Kamrin Moore

No. 29
- Position: Safety

Personal information
- Born: October 1, 1996 (age 29) District Heights, Maryland, U.S.
- Listed height: 5 ft 11 in (1.80 m)
- Listed weight: 203 lb (92 kg)

Career information
- High school: Bishop Denis J. O'Connell (Arlington, Virginia)
- College: Boston College
- NFL draft: 2018: 6th round, 189th overall pick

Career history
- New Orleans Saints (2018)*; New York Giants (2018); DC Defenders (2020)*;
- * Offseason or practice squad member only
- Stats at Pro Football Reference

= Kamrin Moore =

American football player (born 1996)

Kamrin Brian Moore (born October 1, 1996) is an American former professional football player who was a safety in the National Football League (NFL). He played college football for the Boston College Eagles, where he was a three-year starter at cornerback. His 2015 season was shortened by a tibia fracture. Moore missed the end of his senior season with a shoulder injury and still had 50 total tackles with nine pass breakups in 2017.

==Professional career==
===New Orleans Saints===
Moore was selected by the New Orleans Saints in the sixth round, 189th overall, of the 2018 NFL draft. The Saints previously acquired the pick in a trade that sent Adrian Peterson to the Arizona Cardinals. On May 10, 2018, Moore signed his rookie contract with the Saints. He was waived by the Saints on September 1, 2018.

===New York Giants===
On September 2, 2018, Moore was claimed off waivers by the New York Giants.
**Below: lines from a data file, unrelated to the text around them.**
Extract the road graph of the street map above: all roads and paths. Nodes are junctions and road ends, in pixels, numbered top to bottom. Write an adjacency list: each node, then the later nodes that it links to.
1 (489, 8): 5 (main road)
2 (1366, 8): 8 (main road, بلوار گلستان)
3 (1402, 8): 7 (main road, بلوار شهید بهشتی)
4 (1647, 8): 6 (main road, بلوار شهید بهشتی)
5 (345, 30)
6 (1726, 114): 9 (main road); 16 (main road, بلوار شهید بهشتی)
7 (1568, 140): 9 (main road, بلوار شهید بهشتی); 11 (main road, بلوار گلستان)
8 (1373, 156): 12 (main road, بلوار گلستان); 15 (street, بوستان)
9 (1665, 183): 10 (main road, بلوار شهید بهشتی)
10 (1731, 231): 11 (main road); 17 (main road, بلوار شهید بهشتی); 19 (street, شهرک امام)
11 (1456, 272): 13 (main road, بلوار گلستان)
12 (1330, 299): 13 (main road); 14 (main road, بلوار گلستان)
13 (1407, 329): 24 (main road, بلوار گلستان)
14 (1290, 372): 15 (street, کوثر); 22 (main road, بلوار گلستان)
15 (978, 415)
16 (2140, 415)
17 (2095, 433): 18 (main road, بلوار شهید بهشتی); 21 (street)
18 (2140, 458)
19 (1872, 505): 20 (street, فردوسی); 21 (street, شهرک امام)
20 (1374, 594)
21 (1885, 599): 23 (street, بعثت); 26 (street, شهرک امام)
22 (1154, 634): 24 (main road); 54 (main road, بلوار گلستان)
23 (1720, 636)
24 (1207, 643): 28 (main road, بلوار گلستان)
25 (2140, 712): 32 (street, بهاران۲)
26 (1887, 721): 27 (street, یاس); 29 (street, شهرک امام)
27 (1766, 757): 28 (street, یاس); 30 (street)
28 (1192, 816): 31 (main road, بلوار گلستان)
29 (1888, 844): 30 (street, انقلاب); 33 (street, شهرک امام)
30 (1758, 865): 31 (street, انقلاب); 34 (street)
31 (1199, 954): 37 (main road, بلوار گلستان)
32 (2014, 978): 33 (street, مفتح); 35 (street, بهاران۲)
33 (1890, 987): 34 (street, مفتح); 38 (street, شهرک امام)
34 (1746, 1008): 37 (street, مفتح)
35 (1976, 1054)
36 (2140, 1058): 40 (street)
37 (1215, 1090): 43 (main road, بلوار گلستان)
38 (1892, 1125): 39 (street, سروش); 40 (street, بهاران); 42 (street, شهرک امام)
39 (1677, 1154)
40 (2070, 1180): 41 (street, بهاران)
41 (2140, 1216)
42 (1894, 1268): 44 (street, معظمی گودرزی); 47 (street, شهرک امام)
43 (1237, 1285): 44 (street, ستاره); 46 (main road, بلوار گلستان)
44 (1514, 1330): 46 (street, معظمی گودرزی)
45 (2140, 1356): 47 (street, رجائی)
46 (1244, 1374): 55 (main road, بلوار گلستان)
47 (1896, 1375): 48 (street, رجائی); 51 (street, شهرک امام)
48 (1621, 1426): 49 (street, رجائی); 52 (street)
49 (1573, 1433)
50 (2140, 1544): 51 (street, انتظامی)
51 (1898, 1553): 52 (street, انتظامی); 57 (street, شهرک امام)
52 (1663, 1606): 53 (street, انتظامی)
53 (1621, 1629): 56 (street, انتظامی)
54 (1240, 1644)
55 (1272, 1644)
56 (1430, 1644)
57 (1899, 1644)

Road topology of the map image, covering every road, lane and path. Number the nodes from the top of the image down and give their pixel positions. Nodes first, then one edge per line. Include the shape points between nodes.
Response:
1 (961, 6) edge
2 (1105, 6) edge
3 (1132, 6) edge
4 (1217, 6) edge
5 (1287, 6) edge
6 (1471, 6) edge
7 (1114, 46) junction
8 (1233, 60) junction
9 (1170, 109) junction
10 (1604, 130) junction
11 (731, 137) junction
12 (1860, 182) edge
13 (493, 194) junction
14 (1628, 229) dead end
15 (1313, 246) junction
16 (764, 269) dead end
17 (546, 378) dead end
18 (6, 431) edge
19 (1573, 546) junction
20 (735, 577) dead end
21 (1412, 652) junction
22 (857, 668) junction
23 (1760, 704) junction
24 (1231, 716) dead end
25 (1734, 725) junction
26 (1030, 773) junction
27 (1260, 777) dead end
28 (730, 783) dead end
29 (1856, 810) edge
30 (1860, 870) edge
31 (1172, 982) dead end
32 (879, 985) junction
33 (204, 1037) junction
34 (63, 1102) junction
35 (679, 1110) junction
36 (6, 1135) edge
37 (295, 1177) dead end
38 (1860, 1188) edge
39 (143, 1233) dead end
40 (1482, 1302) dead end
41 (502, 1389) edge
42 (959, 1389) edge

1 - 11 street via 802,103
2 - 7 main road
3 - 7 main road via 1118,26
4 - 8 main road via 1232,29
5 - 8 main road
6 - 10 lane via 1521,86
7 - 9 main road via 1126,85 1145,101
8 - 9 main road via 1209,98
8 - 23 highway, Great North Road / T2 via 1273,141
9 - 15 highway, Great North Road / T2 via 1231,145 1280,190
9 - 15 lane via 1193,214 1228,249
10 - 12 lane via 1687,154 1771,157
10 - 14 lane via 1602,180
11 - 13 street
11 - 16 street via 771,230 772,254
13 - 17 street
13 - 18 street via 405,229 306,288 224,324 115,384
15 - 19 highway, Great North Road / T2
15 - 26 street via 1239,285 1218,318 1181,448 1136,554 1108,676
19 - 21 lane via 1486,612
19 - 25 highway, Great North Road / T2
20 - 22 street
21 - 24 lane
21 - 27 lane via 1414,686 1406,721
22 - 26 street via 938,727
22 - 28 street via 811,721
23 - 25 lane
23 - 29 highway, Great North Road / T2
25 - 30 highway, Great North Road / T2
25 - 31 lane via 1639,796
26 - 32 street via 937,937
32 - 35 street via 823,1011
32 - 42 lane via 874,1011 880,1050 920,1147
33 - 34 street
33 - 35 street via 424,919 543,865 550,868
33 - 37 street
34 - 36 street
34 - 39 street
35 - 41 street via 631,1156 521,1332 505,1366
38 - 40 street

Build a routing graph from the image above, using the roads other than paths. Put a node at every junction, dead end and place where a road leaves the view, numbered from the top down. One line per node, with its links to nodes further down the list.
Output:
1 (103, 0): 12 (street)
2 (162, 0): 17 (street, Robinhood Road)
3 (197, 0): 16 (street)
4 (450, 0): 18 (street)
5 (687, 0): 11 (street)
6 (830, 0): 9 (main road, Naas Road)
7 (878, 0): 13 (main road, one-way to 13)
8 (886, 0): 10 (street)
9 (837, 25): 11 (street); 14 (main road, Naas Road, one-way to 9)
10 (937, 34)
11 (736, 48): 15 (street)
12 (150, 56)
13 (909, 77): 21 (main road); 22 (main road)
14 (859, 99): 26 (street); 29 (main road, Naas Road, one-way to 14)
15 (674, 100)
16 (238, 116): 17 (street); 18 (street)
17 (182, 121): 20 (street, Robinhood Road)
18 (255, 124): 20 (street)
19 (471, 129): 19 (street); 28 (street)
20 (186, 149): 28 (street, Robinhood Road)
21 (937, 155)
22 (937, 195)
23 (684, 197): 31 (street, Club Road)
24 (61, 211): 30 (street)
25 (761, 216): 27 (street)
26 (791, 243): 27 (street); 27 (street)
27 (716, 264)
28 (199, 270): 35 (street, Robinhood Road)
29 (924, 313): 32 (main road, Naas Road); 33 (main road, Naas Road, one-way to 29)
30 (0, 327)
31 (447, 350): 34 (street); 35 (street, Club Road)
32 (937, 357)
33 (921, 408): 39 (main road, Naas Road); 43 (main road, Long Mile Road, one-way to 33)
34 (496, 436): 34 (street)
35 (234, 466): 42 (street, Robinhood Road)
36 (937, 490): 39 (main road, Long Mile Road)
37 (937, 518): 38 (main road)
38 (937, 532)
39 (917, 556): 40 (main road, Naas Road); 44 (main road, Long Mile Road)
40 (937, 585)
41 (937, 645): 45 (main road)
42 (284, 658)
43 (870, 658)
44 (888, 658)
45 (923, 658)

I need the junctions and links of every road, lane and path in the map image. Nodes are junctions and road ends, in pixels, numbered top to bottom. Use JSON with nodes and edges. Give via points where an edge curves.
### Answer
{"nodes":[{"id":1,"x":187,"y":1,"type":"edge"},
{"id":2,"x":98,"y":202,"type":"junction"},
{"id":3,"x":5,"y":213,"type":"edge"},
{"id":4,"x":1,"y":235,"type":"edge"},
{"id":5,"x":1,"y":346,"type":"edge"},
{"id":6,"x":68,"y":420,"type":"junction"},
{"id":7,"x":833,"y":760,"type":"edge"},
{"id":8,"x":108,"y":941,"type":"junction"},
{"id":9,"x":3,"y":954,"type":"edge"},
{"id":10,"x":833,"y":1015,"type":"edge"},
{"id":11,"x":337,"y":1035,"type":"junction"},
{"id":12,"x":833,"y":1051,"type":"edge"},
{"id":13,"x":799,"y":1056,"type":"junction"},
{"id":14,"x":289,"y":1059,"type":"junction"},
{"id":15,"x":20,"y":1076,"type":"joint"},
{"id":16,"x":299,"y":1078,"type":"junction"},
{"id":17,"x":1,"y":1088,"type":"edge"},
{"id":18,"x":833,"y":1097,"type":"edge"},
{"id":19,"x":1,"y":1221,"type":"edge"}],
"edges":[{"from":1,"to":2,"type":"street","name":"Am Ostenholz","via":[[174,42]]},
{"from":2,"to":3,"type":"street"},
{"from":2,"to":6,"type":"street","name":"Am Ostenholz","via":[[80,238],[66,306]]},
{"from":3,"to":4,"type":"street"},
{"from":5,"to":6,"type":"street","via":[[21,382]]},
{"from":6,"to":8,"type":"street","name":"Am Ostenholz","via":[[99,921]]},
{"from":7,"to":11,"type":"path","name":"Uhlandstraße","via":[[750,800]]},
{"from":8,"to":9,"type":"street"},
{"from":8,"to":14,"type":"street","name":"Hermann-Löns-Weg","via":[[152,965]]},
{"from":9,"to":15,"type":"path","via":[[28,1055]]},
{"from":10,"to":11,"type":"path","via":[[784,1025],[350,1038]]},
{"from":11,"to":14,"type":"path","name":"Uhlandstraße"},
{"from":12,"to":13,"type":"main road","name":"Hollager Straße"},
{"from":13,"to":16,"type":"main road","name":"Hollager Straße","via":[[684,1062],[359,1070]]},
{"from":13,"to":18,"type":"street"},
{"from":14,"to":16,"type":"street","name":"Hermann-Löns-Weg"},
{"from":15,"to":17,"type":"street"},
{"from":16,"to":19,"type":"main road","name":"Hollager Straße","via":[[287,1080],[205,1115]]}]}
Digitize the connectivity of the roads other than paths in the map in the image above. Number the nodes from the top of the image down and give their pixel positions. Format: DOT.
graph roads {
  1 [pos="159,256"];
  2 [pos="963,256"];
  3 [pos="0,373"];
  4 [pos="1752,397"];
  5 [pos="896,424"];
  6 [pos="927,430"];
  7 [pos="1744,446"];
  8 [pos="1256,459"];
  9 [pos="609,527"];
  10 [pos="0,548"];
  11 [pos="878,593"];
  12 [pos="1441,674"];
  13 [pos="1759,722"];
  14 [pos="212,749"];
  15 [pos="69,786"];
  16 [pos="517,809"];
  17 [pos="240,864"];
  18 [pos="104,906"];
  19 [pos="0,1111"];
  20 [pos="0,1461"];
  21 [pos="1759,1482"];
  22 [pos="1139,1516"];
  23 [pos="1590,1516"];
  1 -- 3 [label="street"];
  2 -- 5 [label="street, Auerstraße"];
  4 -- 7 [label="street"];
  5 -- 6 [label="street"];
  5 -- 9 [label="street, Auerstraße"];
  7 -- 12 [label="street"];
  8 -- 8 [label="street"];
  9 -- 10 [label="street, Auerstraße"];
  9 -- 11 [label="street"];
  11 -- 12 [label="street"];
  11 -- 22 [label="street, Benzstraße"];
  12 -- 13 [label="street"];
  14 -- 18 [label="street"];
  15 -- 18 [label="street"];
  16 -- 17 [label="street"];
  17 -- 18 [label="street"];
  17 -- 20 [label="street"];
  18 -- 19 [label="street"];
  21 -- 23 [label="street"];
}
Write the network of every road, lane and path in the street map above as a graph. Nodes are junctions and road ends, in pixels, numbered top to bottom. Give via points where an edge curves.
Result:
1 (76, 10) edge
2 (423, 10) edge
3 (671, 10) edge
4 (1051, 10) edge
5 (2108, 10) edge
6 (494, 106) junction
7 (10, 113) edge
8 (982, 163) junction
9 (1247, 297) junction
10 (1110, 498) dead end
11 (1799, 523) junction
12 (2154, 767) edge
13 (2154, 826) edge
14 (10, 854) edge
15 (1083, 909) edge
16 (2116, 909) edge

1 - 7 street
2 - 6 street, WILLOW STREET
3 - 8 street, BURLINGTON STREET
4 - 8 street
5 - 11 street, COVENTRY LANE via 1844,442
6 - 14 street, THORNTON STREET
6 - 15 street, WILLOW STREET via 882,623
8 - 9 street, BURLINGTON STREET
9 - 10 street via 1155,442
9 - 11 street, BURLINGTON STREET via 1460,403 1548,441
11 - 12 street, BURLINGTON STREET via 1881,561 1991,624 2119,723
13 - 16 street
On July 15, 2019, Moore was suspended by the team following an arrest for an alleged domestic violence-related incident. He was placed on the NFL commissioner's exempt list on July 24, 2019. He was waived by the Giants on August 31, 2019.

===DC Defenders===
On November 22, 2019, Moore was selected by the DC Defenders of the XFL in the 2020 XFL Supplemental Draft.

==Legal issues==
On July 11, 2019, Moore was arrested in Linden, New Jersey for third-degree assault, where he allegedly knocked a woman unconscious. Four days later, the Giants suspended Moore. A judge ordered the restraining order dropped on August 14, 2019. He was cleared by a grand jury on October 29, 2019.